Carbohydrate intake, accumulation and retention of plaque, frequency of exposure to dietary acids, exposure to fluoride and other trace elements, and natural protective factors such as saliva are five of the key factors that influence dental decay. Dental health is also affected by the dental, diet, and lifestyle habits of individuals, and by the fluoridation of toothpaste and drinking water.

===Dental habits===
Early childhood is an important time to establish good dental health habits (including brushing and dental visits), reducing the risk of disease and leading to better health in adulthood.
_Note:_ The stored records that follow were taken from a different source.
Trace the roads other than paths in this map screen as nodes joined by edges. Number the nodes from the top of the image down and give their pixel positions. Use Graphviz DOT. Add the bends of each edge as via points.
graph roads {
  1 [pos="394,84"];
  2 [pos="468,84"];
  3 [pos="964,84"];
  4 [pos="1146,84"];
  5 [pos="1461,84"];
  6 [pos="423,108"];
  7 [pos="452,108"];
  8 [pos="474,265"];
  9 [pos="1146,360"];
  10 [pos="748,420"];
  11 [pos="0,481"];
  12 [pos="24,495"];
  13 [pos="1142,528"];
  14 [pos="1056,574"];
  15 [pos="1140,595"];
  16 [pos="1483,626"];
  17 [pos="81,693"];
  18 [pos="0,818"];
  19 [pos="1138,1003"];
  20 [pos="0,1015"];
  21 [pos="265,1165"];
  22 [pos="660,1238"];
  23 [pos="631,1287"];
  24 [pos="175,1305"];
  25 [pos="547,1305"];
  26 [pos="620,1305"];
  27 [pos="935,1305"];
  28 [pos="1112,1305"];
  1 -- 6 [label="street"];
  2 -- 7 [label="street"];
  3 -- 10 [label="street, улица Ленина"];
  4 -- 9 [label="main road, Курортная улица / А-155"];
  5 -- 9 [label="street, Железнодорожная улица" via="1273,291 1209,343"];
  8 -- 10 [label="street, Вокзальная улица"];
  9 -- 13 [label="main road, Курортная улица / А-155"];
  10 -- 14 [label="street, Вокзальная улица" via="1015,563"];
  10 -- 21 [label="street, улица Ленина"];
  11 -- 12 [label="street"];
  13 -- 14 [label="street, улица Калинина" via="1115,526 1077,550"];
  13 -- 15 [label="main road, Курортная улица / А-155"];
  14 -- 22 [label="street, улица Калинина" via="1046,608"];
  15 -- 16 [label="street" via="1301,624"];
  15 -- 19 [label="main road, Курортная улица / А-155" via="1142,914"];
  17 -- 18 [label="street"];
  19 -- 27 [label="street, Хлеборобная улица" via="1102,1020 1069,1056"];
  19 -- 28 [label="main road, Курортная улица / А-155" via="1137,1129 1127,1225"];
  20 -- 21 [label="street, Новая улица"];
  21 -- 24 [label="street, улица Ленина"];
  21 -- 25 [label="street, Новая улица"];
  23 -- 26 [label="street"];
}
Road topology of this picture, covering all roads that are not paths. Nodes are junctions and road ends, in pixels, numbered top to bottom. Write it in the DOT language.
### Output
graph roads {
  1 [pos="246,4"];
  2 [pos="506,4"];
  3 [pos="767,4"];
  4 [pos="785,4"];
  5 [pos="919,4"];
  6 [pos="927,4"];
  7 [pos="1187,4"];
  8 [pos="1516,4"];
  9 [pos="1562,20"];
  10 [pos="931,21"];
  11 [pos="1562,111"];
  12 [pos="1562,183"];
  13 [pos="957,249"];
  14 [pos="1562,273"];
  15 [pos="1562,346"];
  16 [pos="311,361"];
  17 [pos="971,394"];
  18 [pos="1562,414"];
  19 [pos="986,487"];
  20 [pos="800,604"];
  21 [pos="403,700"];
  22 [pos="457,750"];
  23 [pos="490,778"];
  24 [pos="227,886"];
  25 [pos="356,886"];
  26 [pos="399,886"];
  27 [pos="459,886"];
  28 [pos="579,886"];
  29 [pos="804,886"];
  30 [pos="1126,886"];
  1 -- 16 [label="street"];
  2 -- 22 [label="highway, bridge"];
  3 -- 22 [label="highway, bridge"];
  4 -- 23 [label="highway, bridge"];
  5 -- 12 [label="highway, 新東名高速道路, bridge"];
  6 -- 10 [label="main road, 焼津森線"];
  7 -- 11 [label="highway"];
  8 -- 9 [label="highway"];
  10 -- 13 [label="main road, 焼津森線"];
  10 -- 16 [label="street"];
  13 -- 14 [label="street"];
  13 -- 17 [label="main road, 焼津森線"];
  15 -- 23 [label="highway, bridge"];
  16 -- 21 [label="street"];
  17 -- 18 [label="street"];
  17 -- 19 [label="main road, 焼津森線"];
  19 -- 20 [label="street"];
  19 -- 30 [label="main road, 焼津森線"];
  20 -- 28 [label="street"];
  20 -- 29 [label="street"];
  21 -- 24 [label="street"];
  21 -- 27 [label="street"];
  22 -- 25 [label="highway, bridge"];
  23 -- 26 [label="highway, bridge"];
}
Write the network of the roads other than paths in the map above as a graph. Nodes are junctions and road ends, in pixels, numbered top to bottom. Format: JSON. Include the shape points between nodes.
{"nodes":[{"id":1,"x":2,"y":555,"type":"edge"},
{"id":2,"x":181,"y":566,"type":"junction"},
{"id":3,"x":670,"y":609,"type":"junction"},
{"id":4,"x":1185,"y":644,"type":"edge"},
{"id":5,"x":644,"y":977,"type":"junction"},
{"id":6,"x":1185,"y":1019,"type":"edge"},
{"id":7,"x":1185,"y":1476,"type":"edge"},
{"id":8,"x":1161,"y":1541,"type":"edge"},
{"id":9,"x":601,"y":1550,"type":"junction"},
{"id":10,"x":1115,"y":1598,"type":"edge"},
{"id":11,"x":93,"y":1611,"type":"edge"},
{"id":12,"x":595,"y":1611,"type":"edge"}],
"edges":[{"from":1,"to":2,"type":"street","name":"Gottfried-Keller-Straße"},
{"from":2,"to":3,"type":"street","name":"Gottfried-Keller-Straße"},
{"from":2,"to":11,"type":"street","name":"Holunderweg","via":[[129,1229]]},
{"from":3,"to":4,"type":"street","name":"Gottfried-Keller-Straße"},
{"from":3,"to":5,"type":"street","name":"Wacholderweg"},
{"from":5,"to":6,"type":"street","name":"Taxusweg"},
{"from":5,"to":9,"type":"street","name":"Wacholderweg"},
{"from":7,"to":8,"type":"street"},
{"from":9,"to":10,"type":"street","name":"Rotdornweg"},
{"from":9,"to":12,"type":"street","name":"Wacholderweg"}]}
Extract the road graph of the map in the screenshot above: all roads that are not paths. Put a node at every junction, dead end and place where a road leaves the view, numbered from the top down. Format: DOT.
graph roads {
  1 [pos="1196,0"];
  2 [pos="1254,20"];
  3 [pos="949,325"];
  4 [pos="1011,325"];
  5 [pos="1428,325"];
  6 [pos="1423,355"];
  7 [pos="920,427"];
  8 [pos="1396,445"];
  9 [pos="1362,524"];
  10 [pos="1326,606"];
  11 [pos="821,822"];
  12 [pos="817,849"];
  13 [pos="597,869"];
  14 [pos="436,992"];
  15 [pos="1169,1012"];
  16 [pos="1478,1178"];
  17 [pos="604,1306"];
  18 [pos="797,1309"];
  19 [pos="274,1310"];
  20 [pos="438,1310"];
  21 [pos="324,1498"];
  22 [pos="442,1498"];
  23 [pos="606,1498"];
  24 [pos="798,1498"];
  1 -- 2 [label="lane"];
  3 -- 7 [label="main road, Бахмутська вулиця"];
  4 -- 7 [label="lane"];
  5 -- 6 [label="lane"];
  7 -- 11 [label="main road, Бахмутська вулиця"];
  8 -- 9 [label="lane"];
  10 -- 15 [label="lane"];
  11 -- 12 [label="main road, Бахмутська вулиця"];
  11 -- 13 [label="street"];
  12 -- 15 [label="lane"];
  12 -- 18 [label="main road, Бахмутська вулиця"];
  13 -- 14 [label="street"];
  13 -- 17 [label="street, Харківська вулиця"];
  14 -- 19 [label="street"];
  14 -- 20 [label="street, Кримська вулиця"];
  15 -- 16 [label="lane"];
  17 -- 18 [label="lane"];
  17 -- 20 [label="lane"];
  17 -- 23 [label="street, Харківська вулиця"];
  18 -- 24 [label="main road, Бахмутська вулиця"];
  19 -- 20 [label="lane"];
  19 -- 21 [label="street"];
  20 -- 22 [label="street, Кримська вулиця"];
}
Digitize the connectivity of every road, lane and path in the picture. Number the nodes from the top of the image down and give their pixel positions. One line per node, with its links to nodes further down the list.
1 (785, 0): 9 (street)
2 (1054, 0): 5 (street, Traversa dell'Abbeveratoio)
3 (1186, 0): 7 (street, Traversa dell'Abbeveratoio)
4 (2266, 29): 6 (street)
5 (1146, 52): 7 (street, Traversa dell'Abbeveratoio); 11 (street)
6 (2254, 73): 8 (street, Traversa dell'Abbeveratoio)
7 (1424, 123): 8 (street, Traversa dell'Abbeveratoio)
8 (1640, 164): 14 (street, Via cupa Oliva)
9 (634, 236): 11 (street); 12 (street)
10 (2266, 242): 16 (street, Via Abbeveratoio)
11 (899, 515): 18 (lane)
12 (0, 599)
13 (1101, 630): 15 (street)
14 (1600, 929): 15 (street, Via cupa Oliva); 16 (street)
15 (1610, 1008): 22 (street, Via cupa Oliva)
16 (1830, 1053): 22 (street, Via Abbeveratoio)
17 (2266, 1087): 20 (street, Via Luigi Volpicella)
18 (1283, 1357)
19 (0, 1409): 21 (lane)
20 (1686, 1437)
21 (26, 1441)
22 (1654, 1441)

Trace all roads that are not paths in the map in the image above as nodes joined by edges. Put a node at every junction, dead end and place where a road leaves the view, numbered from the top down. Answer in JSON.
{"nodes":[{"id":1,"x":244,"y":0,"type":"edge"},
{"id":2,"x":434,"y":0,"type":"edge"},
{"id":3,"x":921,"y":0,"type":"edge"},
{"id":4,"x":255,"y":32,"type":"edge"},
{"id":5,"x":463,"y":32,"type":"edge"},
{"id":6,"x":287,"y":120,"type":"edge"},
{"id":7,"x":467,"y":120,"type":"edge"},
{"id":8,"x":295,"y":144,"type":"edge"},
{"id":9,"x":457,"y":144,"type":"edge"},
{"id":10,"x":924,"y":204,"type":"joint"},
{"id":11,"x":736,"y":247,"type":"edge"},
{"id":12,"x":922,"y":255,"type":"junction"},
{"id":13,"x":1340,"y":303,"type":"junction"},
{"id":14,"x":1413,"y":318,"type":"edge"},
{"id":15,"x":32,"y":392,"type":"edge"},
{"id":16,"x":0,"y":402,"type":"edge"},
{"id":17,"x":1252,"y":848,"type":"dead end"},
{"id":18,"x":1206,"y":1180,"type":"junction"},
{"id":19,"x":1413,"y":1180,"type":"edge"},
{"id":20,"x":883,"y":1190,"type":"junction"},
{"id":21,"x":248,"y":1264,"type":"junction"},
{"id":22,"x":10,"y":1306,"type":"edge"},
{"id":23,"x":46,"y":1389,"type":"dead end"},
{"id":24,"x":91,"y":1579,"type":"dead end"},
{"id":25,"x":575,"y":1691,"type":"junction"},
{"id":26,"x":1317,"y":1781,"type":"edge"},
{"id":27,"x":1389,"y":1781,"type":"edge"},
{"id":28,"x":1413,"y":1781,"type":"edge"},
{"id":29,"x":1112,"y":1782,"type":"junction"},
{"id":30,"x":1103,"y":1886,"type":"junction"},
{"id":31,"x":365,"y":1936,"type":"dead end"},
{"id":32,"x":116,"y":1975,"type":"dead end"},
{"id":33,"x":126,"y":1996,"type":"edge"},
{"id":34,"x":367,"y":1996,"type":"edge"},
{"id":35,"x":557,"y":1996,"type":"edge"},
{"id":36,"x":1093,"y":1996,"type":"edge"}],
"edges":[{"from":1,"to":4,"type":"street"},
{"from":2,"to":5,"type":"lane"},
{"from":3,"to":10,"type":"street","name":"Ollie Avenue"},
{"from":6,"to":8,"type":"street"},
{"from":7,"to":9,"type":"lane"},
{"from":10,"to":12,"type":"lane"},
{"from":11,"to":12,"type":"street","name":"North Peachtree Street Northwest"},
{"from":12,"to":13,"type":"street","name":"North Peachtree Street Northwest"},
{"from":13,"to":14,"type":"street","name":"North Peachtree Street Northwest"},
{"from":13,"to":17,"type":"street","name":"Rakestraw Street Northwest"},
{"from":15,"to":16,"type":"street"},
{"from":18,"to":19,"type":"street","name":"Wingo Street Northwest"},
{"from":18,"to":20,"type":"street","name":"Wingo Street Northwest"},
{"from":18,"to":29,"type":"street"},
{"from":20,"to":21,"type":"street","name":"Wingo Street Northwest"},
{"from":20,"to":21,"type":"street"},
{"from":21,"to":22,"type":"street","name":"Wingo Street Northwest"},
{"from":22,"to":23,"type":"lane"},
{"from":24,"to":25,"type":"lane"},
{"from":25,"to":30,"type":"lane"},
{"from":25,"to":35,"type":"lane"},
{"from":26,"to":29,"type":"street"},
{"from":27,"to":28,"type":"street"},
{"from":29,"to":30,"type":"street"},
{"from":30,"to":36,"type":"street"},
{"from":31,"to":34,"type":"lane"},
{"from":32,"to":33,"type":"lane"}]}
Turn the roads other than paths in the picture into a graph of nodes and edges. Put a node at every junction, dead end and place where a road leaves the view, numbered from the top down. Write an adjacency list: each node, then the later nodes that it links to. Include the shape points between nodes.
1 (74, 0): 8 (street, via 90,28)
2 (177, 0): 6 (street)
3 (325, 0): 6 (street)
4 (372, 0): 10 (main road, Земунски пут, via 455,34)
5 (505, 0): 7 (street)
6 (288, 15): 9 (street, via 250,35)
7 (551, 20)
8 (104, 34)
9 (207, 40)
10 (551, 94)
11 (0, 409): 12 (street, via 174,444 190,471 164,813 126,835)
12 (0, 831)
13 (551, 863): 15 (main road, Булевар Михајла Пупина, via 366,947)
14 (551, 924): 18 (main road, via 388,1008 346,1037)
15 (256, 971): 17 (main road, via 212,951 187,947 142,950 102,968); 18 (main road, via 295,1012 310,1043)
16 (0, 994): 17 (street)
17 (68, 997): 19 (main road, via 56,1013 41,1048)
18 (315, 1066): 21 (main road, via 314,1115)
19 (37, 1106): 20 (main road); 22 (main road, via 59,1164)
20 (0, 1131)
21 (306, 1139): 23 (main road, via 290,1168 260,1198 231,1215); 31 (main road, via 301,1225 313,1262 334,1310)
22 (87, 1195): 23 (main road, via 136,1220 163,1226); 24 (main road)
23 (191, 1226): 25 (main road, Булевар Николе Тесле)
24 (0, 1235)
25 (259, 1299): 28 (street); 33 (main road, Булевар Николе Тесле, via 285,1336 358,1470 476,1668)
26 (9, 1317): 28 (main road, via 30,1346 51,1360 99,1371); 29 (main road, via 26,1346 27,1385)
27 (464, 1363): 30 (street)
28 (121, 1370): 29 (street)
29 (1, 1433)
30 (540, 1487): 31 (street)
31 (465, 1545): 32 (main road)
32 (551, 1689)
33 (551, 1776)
However, financial constraints can lead to children in lower income households being less likely to access dental care than those in higher income households.

===Dietary habits===
High-sugar foods such muesli bars, lollies, and sugary drinks and juices can contribute to dental decay, as can refined carbohydrates found in crackers and chips. The Australian Dental Association recommends that parents limit their children's intake of these foods, in favour of healthier snacks.

International studies have also found eating disorders in adolescents can result in negative dental health consequences. A 2015 paper suggests that the prevalence of eating disorders among Australian adolescents may be as much as 15% in females and 3% in males.

===Drug and alcohol use===
Smoking, and consumption of alcohol and other drugs can begin to have a negative impact on oral health as children enter adolescence. Regular consumption of alcohol can lead to tooth decay, and smoking can result in gum damage and future oral cancers.

===Fluoridation===
Australians born after 1967 were named the "Fluoride Generation" because they had been exposed to fluoridated water and toothpaste that contained fluoride since birth. Longitudinal studies have found that as young adults, this generation experienced half the level of decay observed in their parents' generation at the same age, and that much of the benefit of fluoridation was accrued in childhood rather than later life. As of 2007, around 80% of Australians had access to fluoridated water, although this statistic varied significantly across jurisdictions.